Quoting Dave Chinner (david@xxxxxxxxxxxxx):
> On Thu, Jun 27, 2013 at 03:57:58PM -0500, Ben Myers wrote:
> > Hey,
> > On Thu, Jun 27, 2013 at 08:44:10AM +1000, Dave Chinner wrote:
> > > On Wed, Jun 26, 2013 at 05:30:17PM -0400, Dwight Engen wrote:
> > > > On Wed, 26 Jun 2013 12:09:24 +1000
> > > > Dave Chinner <david@xxxxxxxxxxxxx> wrote:
> > > > > On Mon, Jun 24, 2013 at 09:10:35AM -0400, Dwight Engen wrote:
> > > > > > Should we just require that callers of bulkstat
> > > > > > be in init_user_ns? Thoughts?
> > > > >
> > > > > This is one of the reasons why I want Eric to give us some idea of
> > > > > how this is supposed to work - exactly how is backup and restore
> > > > > supposed to be managed on a shared filesystem that is segmented up
> > > > > into multiple namespace containers? We can talk about the
> > > > > implementation all we like, but none of us have a clue to the policy
> > > > > decisions that users will make that we need to support. Until we
> > > > > have a clear idea on what policies we are supposed to be supporting,
> > > > > the implementation will be ambiguous and compromised.
> > > > >
> > > > > e.g. If users are responsible for it, then bulkstat needs to filter
> > > > > based on the current namespace. If management is responsible (i.e.

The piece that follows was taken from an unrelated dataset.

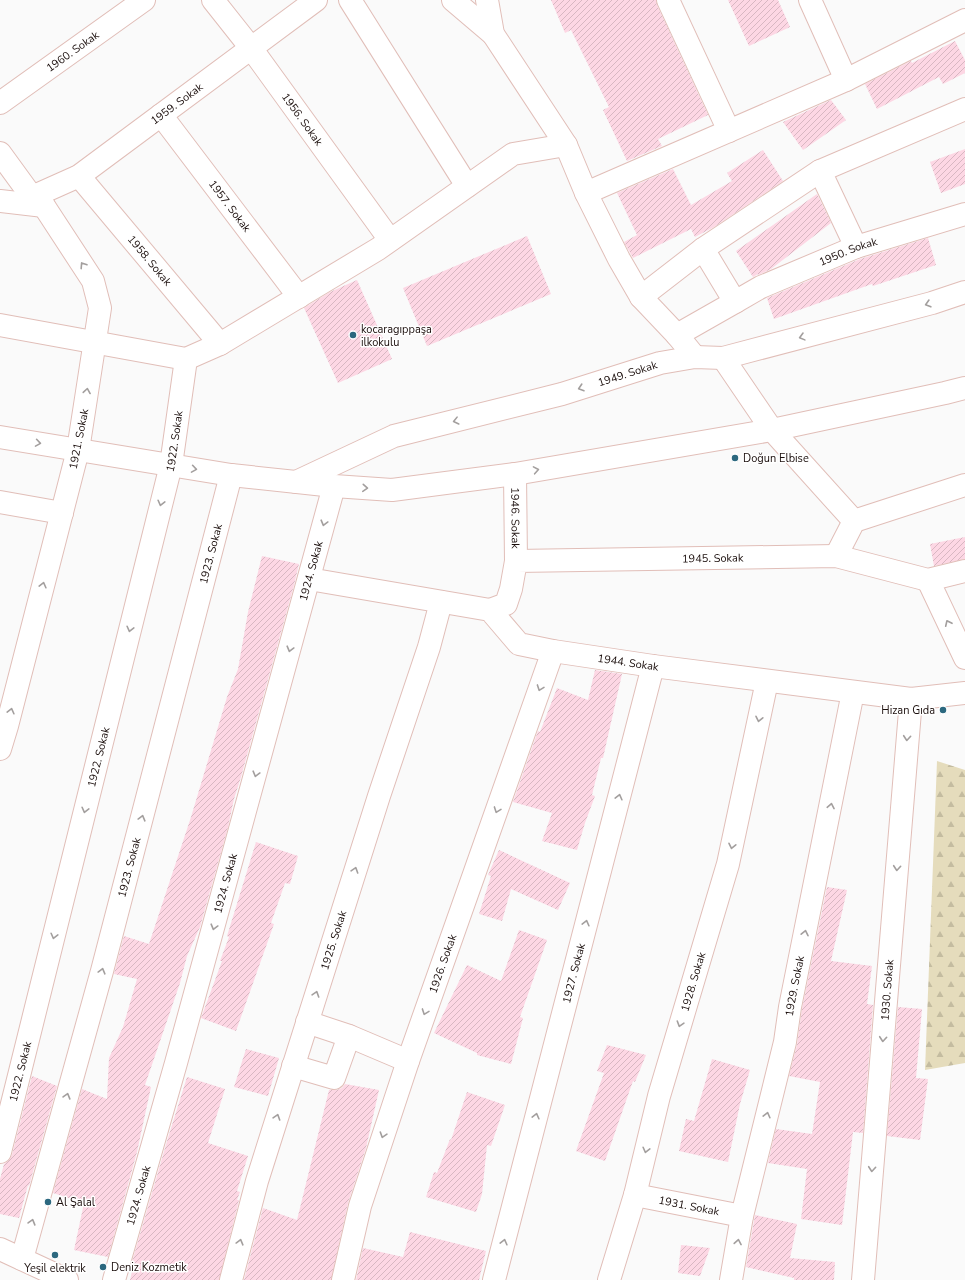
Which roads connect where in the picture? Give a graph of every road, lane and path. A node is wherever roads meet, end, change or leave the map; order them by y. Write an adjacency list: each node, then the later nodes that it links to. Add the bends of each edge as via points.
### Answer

> > > > > init_user_ns does backup/restore of ns-specific subtrees), then
> > > > > bulkstat cannot filter and needs to reject calls from outside the
> > > > > init_user_ns().
> > > >
> > > > Maybe we can have bulkstat always filter based on if the caller
> > > > kuid_has_mapping(current_user_ns(), inode->i_uid)? That way a caller
> > > > from init_user_ns can see them all, but callers from inside a userns
> > > > will get a subset of inodes returned?
> > >
> > > We could do that, though it means bulkstat is going to be a *lot
> > > slower* when called from within a user namespace environment. A
> > > namespace might only have a few thousand files for backup, yet the
> > > underlying filesystem might have tens of millions of inodes in it.
> > > The bulkstat call now has to walk all of the inodes just to find the
> > > few thousand that match the filter. And multiply that by the number
> > > of namespaces all doing backups at 3am in the morning and you start
> > > to get an idea of the scope of the problem....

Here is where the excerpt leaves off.